40 WATT SUN - Leipzig
25.10.2016 | 09:2214.10.2016, UT Connewitz
Record Release-Show zu "Wider Than The Sky". Patrick Walker kehrt zurück.
Ein Abend, angefüllt mit Ehrfurcht. Es ist oktoberkalt, dunkel sowieso, ungemütlich und irgendwie war das insgesamt bisher ein bedrückender Tag. Dass wir nun zu 40 WATT SUN wandeln werden, erhellt die Vor-Stimmung auch nicht unbedingt. Aber das stimmt so auch nicht, umso näher wir der leibhaftigen Band kommen. Ist man dann erst einmal da, klingt das neue Material in einem herauf, das einen Tag vor Veröffentlichung bereits auf einem bekannten Streaming-Portal gelandet ist. Es hatte nämlich schon beim Vor-Konsum sofort eine auch euphorisierende Wirkung. Vor-Freude, inklusive Vor-Behalten natürlich, nach diesem grandiosen Vorgänger von 2011. Und ganz präsent: die allseits aufgekochte Frage: ist das nun Doom? Metal überhaupt? Was ist es denn? Ich sage: es ist ziemlich überflüssig, sich hierüber die strenge Birne zu zerbrechen, es ist eine Musik, die von ganz weit drinnen und unten hinauf geschallt kommt. Aus einem Mann, vor allem.

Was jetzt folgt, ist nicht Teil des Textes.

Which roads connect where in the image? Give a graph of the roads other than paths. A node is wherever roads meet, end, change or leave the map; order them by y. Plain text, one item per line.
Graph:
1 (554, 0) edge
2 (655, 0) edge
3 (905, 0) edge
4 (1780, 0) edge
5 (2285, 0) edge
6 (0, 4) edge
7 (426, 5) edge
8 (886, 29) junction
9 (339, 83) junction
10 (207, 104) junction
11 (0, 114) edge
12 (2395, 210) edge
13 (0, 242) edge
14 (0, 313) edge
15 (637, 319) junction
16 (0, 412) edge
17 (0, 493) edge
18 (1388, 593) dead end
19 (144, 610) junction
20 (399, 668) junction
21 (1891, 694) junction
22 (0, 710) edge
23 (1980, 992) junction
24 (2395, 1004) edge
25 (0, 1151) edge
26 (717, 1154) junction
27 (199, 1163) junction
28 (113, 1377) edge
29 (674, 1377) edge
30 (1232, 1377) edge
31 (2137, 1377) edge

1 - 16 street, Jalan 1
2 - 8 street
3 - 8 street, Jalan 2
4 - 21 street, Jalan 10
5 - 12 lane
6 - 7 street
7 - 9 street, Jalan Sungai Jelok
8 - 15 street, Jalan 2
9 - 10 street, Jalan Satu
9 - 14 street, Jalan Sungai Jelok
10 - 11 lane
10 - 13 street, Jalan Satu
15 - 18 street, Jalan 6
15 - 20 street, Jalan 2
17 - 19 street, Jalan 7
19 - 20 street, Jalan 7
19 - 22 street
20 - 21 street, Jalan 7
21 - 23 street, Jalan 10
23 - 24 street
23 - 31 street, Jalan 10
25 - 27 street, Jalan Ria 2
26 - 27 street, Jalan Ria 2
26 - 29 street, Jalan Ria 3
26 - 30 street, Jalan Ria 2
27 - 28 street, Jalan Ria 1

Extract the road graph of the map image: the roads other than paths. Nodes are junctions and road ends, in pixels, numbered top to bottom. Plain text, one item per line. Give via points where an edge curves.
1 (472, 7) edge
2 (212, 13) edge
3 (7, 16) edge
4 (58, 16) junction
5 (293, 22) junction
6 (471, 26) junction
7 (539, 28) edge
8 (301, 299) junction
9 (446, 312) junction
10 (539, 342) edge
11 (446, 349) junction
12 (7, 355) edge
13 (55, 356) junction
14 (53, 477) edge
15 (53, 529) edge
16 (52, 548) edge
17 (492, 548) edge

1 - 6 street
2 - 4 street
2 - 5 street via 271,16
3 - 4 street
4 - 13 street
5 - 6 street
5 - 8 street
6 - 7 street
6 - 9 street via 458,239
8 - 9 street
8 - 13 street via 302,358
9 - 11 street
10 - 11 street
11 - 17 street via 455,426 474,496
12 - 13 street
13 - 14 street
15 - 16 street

Patrick Walker, dieser hoch aufgeschossene Brite mit dem durchdringenden Blick, hat mit seinen zwei ebenfalls sehr zurückhaltenden Mitherren am zweiten Oktobersamstag in das ehrwürdige UT Connewitz in den Leipziger Süden geladen. Denn dort steigt die offizielle Veröffentlichungsfeier. Wobei: Diese Stimmung so zu bezeichnen... feierlich ja, sehr getragen, sehr entspannt, sehr gespannt, von Frohsinn gibt es da keine Spuren. Das Publikum ist überwiegend ernst und männlich, dabei ein Querschnitt mitten durch die Szenen: Offensichtlich meisterhaft melancholische Sinnsuchende diskutieren mit lokalen Hardcore-Größen über den Gehalt von Gehaltsdiskussionen, die Autoladungen mit längerem Anfahrtsweg nesteln verlegen die Self-Print-Tix aus den Kutten, hier und da teilen sich Pärchen ihre Getränke, korpulente Schlakse mit Derb-Metal-Patch-Westen treten von einem Stiefel auf den anderen und erwarten den Beginn. Auch der ein oder andere Internationale im New-Wave-Outfit hat seine schlurfenden Schritte in das alte Kino gelenkt.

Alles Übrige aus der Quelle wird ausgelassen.